WASHINGTON — Harry Diess of Uniontown, Pa., brought a simple message to Congress on September 27: Protect retired miners’ pensions. “And until it does, we’ll be here.”
Diess, a retired coalminer and member of Mine Workers Local 1748, was one of more than two dozen UMW members who journeyed to D.C. this week to lobby their lawmakers to, as another coal mine retiree put it, “stop kicking the can down the road,” and ensure the small pensions retirees and their dependents live on don’t run out.
The group, led by Mine Workers Legislative Director Phil Smith, met with lawmakers of both parties from the coal states of Illinois, Missouri, Kentucky, West Virginia, Pennsylvania, Ohio and Indiana, plus Rep. David Schweikert, R-Ariz., on the fate of two pension funds the government runs for retired miners.
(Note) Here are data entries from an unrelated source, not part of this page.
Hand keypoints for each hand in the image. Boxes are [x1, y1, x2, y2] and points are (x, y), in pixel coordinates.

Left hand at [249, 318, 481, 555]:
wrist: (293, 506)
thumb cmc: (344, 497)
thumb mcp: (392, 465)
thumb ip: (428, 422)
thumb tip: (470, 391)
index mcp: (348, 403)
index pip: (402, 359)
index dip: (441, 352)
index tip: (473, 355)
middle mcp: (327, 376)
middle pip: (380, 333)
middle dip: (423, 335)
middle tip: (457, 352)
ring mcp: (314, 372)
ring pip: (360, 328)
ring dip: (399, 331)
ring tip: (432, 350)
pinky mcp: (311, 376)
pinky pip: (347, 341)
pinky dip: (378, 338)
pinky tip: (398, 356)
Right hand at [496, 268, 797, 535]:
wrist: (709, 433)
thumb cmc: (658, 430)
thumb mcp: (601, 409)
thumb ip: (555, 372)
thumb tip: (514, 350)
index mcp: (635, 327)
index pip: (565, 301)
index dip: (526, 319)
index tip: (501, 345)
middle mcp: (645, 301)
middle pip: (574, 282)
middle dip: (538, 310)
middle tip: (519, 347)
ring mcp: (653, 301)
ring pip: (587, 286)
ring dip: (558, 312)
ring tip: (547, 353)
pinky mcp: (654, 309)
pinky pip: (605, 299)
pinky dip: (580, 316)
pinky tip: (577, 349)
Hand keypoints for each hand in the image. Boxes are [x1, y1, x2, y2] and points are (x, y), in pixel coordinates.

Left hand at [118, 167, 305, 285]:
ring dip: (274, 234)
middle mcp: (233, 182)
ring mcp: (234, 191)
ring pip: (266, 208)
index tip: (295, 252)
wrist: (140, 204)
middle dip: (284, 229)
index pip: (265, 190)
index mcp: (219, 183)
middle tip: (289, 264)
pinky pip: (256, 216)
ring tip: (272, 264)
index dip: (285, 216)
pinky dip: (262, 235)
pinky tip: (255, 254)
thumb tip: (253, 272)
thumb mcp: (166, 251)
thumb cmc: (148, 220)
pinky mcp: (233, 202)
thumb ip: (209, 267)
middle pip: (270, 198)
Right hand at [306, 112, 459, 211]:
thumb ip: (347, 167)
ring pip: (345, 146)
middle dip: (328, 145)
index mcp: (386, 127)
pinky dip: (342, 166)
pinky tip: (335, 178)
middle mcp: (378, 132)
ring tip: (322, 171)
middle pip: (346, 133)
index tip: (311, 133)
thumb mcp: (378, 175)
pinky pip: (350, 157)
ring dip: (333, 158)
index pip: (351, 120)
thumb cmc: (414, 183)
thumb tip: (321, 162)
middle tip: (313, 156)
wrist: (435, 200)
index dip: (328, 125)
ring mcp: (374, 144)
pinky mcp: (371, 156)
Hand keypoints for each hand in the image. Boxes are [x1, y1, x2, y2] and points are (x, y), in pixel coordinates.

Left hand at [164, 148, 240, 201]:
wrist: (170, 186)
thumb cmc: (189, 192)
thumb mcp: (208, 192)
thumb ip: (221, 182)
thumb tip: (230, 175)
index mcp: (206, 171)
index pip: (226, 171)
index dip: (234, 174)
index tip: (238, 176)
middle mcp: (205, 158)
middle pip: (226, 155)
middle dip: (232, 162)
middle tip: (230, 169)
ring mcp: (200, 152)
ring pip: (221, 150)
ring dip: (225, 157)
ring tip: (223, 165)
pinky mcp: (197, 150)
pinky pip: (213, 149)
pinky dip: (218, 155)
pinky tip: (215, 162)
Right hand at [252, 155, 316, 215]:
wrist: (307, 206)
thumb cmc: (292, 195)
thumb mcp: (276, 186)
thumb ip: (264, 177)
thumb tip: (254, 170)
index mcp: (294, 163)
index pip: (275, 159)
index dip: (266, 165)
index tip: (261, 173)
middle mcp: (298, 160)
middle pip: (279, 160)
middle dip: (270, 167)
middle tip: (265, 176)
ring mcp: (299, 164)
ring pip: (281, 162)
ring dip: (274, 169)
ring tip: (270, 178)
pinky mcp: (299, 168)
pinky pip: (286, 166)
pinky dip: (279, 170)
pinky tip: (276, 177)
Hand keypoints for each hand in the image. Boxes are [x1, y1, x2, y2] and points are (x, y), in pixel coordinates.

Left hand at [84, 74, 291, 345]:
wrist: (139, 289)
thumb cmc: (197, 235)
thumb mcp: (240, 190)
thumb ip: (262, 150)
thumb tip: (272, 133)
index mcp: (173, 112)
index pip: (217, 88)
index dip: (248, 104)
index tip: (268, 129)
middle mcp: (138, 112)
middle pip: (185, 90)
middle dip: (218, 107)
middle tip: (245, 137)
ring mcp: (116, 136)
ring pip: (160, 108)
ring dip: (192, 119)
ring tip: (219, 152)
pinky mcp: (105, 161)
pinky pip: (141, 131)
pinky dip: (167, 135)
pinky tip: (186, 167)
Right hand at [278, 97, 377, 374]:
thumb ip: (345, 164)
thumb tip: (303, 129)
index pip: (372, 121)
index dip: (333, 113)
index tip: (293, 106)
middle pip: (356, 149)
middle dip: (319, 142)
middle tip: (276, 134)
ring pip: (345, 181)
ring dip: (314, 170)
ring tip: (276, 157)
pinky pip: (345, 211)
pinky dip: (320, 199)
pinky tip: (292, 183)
Congress faces a November 30 deadline for action.
Those funds, established 71 years ago, are in financial trouble because there are fewer and fewer coal companies paying into them – as the law requires – due to bankruptcies in the Great Recession plus declining demand for coal.
The result? Like many other troubled multi-employer pension plans nationwide, the two miners’ plans are running out of money. And Congress faces a deadline just after the November election to have its special joint committee on the pensions do something about it.
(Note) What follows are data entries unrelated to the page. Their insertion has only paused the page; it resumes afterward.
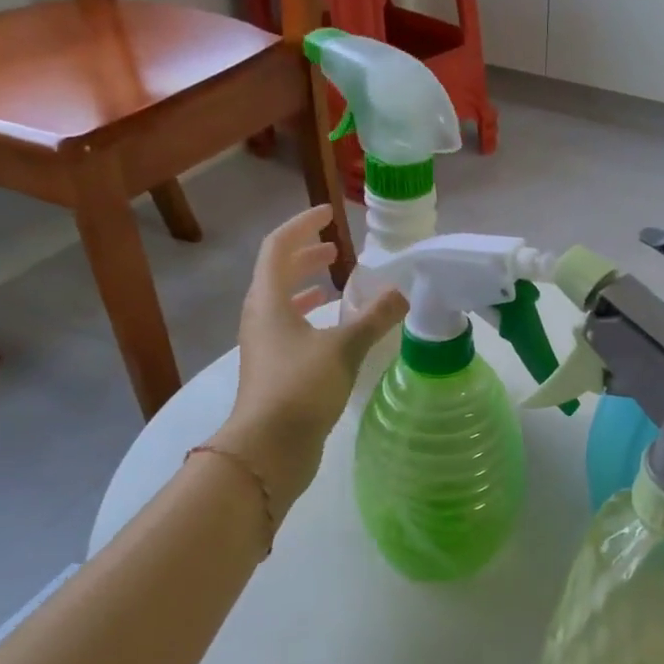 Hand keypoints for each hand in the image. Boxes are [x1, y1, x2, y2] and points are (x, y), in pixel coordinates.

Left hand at [212, 206, 405, 506]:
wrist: (268, 449)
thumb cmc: (300, 389)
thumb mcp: (344, 349)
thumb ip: (375, 318)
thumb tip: (403, 293)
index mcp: (268, 301)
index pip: (279, 247)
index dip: (302, 226)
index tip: (328, 215)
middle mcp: (260, 317)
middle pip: (278, 273)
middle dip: (306, 256)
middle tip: (337, 250)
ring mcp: (264, 346)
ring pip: (283, 303)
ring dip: (308, 287)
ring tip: (337, 285)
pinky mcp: (274, 370)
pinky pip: (290, 329)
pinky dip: (312, 319)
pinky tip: (334, 330) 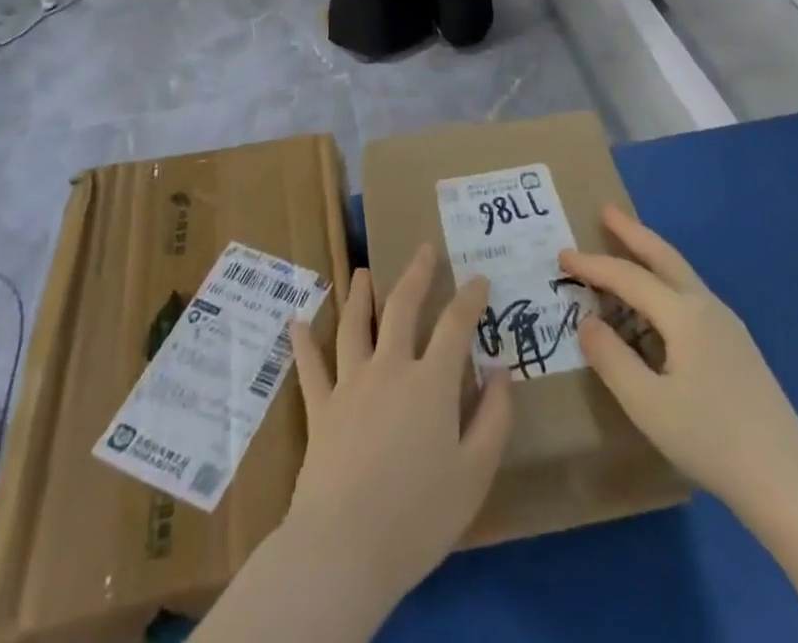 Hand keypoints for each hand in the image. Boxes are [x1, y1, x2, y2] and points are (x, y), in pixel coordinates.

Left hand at [285, 246, 512, 611]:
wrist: (345, 548)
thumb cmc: (418, 516)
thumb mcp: (474, 474)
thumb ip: (493, 419)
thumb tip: (501, 372)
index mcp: (430, 382)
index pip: (455, 325)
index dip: (470, 297)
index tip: (479, 277)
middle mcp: (389, 368)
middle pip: (402, 307)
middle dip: (416, 274)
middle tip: (424, 249)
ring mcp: (350, 384)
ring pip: (354, 325)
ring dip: (360, 295)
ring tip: (363, 272)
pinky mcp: (320, 408)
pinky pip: (310, 368)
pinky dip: (304, 343)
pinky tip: (296, 322)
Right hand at [560, 205, 797, 533]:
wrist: (789, 482)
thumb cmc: (711, 440)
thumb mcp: (647, 405)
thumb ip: (611, 359)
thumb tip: (587, 322)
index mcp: (684, 314)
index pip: (628, 277)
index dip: (592, 265)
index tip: (562, 256)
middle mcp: (707, 307)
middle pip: (664, 256)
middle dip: (633, 231)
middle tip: (606, 209)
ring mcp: (728, 325)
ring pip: (681, 274)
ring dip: (651, 255)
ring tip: (627, 247)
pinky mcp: (738, 347)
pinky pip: (691, 295)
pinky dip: (665, 281)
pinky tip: (658, 305)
Whether it will or not is another matter, the retirees told People’s World. Democrats, led by Sen. Sherrod Brown, D-Ohio, co-chair of the special panel, were sympathetic and supportive, the group said. Other supportive Democrats include Sen. Bob Casey and Reps. Mike Doyle and Conor Lamb, all of Pennsylvania.
“But when you see the Republicans, you don’t get much of a response,” said Chuck Pettit of Local 1473 in Benwood, W. Va. And Rep. David McKinley, R-W. Va., “gave us the impression that several Republicans from non-coal states don’t even want to talk about this.”
By contrast, Schweikert, a self-described “math geek,” without a coal mine in his district, wants to work his way through to a solution to the pension problems, said Chris Lester of Local 2232 in southwestern West Virginia. And Rep. Hal Rogers, R-Kent., who also represents a coal area, “said he would help us if it comes out of the committee.”
“The assumption is they’ll do this after the election,” said Rich Fink of Local 2283 of Royal Valley, Pa. The current deadline is November 30.
The congressional panel has other multi-employer pension plans to worry about besides the miners’ funds. Both the Machinists and the Teamsters have also lobbied lawmakers about the fate of the multi-employer plans. They include the Teamsters Central States Pension Plan, the Ohio Southwest Carpenters Pension Plan and the Bakers and Confectioners Pension Plan, Brown said. The Ironworkers Local 17 plan already cut benefits, Brown said.
“If nothing is done to the plans, they will fail and retirees will face massive cuts to the benefits they earned over decades of work,” Brown said.
“These multi-employer funds are backstopped by the U.S. Pension Benefit Guaranty Corporation, which itself is nearing insolvency. If the PBGC goes bust, U.S. taxpayers will be on the hook for hundreds of billions of dollars to keep it afloat,” a backgrounder says.
But there’s one more potential roadblock to aiding the miners, said Michael Phillippi, a Mine Workers staffer who’s also a member of Local 1702 in Morgantown, W. Va.: Donald Trump. The GOP president “creates so many issues” with his explosions, off-the-cuff remarks and angry tweets “that it’s hard to get Congress to focus on anything. So now we have to do damage control.”